Exercise data section start
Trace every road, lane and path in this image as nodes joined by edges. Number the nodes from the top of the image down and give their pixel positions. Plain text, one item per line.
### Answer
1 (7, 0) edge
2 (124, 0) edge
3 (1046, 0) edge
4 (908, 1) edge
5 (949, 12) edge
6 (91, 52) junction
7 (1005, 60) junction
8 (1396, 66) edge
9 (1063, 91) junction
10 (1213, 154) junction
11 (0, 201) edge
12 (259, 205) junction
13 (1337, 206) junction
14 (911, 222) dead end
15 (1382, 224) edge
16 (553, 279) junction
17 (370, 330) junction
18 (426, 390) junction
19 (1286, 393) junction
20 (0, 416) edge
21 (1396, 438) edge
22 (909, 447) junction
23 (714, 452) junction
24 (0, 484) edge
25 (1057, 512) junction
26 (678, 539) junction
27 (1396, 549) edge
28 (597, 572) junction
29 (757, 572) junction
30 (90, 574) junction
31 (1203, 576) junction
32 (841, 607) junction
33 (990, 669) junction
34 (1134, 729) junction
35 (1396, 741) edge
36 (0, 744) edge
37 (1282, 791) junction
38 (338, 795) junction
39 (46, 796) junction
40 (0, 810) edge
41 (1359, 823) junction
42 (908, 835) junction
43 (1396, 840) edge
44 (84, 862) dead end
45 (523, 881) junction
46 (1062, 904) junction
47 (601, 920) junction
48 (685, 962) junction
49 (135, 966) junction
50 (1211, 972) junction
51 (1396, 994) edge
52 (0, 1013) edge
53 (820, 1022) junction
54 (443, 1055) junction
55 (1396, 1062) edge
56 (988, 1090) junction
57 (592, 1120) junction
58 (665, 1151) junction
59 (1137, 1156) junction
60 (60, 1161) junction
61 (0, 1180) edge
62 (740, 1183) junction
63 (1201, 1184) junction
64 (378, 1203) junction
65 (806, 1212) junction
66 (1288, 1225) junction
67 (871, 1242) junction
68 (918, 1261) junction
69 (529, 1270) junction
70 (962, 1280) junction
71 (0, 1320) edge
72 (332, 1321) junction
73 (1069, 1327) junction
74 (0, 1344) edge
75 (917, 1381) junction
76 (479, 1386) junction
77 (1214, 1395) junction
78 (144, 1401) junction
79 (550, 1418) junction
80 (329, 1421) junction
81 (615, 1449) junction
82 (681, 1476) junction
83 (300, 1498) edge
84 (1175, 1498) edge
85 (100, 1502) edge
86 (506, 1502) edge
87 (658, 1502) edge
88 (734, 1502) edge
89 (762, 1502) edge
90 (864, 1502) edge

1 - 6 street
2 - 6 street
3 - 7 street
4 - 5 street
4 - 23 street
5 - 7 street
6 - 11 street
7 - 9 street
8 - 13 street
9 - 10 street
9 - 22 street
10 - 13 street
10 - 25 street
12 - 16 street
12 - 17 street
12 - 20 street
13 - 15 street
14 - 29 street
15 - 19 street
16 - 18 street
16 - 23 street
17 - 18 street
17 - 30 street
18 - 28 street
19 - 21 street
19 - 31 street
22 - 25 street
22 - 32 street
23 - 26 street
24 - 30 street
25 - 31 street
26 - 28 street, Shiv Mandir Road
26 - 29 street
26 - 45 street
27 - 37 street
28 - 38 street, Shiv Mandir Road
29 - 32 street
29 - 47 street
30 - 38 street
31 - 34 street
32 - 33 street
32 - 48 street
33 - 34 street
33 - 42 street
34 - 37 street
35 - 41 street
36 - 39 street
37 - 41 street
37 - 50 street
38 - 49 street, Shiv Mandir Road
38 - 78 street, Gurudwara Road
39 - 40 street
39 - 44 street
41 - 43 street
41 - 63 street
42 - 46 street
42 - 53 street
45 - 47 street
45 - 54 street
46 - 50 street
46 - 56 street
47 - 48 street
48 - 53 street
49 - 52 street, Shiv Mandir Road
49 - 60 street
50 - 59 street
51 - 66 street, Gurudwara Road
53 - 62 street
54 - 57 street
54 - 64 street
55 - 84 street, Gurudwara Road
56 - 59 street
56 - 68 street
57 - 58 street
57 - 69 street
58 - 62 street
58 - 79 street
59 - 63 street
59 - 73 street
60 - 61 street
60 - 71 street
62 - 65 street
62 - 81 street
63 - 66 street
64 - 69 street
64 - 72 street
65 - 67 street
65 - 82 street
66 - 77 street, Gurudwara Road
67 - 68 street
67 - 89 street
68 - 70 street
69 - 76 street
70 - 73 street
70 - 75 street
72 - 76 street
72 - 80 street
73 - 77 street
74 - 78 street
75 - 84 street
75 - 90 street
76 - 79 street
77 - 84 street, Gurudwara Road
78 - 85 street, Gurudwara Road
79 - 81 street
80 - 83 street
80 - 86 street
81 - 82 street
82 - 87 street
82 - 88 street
Exercise data section end
**Work to be completed:** Every line above should be retyped exactly as given.

**Solution:**
Trace every road, lane and path in this image as nodes joined by edges. Number the nodes from the top of the image down and give their pixel positions. Plain text, one item per line.
### Answer
1 (7, 0) edge
2 (124, 0) edge
3 (1046, 0) edge
4 (908, 1) edge
5 (949, 12) edge
6 (91, 52) junction
7 (1005, 60) junction
8 (1396, 66) edge
9 (1063, 91) junction
10 (1213, 154) junction
11 (0, 201) edge
12 (259, 205) junction
13 (1337, 206) junction
14 (911, 222) dead end
15 (1382, 224) edge
16 (553, 279) junction
17 (370, 330) junction
18 (426, 390) junction
19 (1286, 393) junction
20 (0, 416) edge
21 (1396, 438) edge
22 (909, 447) junction
23 (714, 452) junction
24 (0, 484) edge
25 (1057, 512) junction
26 (678, 539) junction
27 (1396, 549) edge
28 (597, 572) junction
29 (757, 572) junction
30 (90, 574) junction
31 (1203, 576) junction
32 (841, 607) junction
33 (990, 669) junction
34 (1134, 729) junction
35 (1396, 741) edge
36 (0, 744) edge
37 (1282, 791) junction
38 (338, 795) junction
39 (46, 796) junction
40 (0, 810) edge
41 (1359, 823) junction
42 (908, 835) junction
43 (1396, 840) edge
44 (84, 862) dead end
45 (523, 881) junction
46 (1062, 904) junction
47 (601, 920) junction
48 (685, 962) junction
49 (135, 966) junction
50 (1211, 972) junction
51 (1396, 994) edge
52 (0, 1013) edge
53 (820, 1022) junction
54 (443, 1055) junction
55 (1396, 1062) edge
56 (988, 1090) junction
57 (592, 1120) junction
58 (665, 1151) junction
59 (1137, 1156) junction
60 (60, 1161) junction
61 (0, 1180) edge
62 (740, 1183) junction
63 (1201, 1184) junction
64 (378, 1203) junction
65 (806, 1212) junction
66 (1288, 1225) junction
67 (871, 1242) junction
68 (918, 1261) junction
69 (529, 1270) junction
70 (962, 1280) junction
71 (0, 1320) edge
72 (332, 1321) junction
73 (1069, 1327) junction
74 (0, 1344) edge
75 (917, 1381) junction
76 (479, 1386) junction
77 (1214, 1395) junction
78 (144, 1401) junction
79 (550, 1418) junction
80 (329, 1421) junction
81 (615, 1449) junction
82 (681, 1476) junction
83 (300, 1498) edge
84 (1175, 1498) edge
85 (100, 1502) edge
86 (506, 1502) edge
87 (658, 1502) edge
88 (734, 1502) edge
89 (762, 1502) edge
90 (864, 1502) edge

1 - 6 street
2 - 6 street
3 - 7 street
4 - 5 street
4 - 23 street
5 - 7 street
6 - 11 street
7 - 9 street
8 - 13 street
9 - 10 street
9 - 22 street
10 - 13 street
10 - 25 street
12 - 16 street
12 - 17 street
12 - 20 street
13 - 15 street
14 - 29 street
15 - 19 street
16 - 18 street
16 - 23 street
17 - 18 street
17 - 30 street
18 - 28 street
19 - 21 street
19 - 31 street
22 - 25 street
22 - 32 street
23 - 26 street
24 - 30 street
25 - 31 street
26 - 28 street, Shiv Mandir Road
26 - 29 street
26 - 45 street
27 - 37 street
28 - 38 street, Shiv Mandir Road
29 - 32 street
29 - 47 street
30 - 38 street
31 - 34 street
32 - 33 street
32 - 48 street
33 - 34 street
33 - 42 street
34 - 37 street
35 - 41 street
36 - 39 street
37 - 41 street
37 - 50 street
38 - 49 street, Shiv Mandir Road
38 - 78 street, Gurudwara Road
39 - 40 street
39 - 44 street
41 - 43 street
41 - 63 street
42 - 46 street
42 - 53 street
45 - 47 street
45 - 54 street
46 - 50 street
46 - 56 street
47 - 48 street
48 - 53 street
49 - 52 street, Shiv Mandir Road
49 - 60 street
50 - 59 street
51 - 66 street, Gurudwara Road
53 - 62 street
54 - 57 street
54 - 64 street
55 - 84 street, Gurudwara Road
56 - 59 street
56 - 68 street
57 - 58 street
57 - 69 street
58 - 62 street
58 - 79 street
59 - 63 street
59 - 73 street
60 - 61 street
60 - 71 street
62 - 65 street
62 - 81 street
63 - 66 street
64 - 69 street
64 - 72 street
65 - 67 street
65 - 82 street
66 - 77 street, Gurudwara Road
67 - 68 street
67 - 89 street
68 - 70 street
69 - 76 street
70 - 73 street
70 - 75 street
72 - 76 street
72 - 80 street
73 - 77 street
74 - 78 street
75 - 84 street
75 - 90 street
76 - 79 street
77 - 84 street, Gurudwara Road
78 - 85 street, Gurudwara Road
79 - 81 street
80 - 83 street
80 - 86 street
81 - 82 street
82 - 87 street
82 - 88 street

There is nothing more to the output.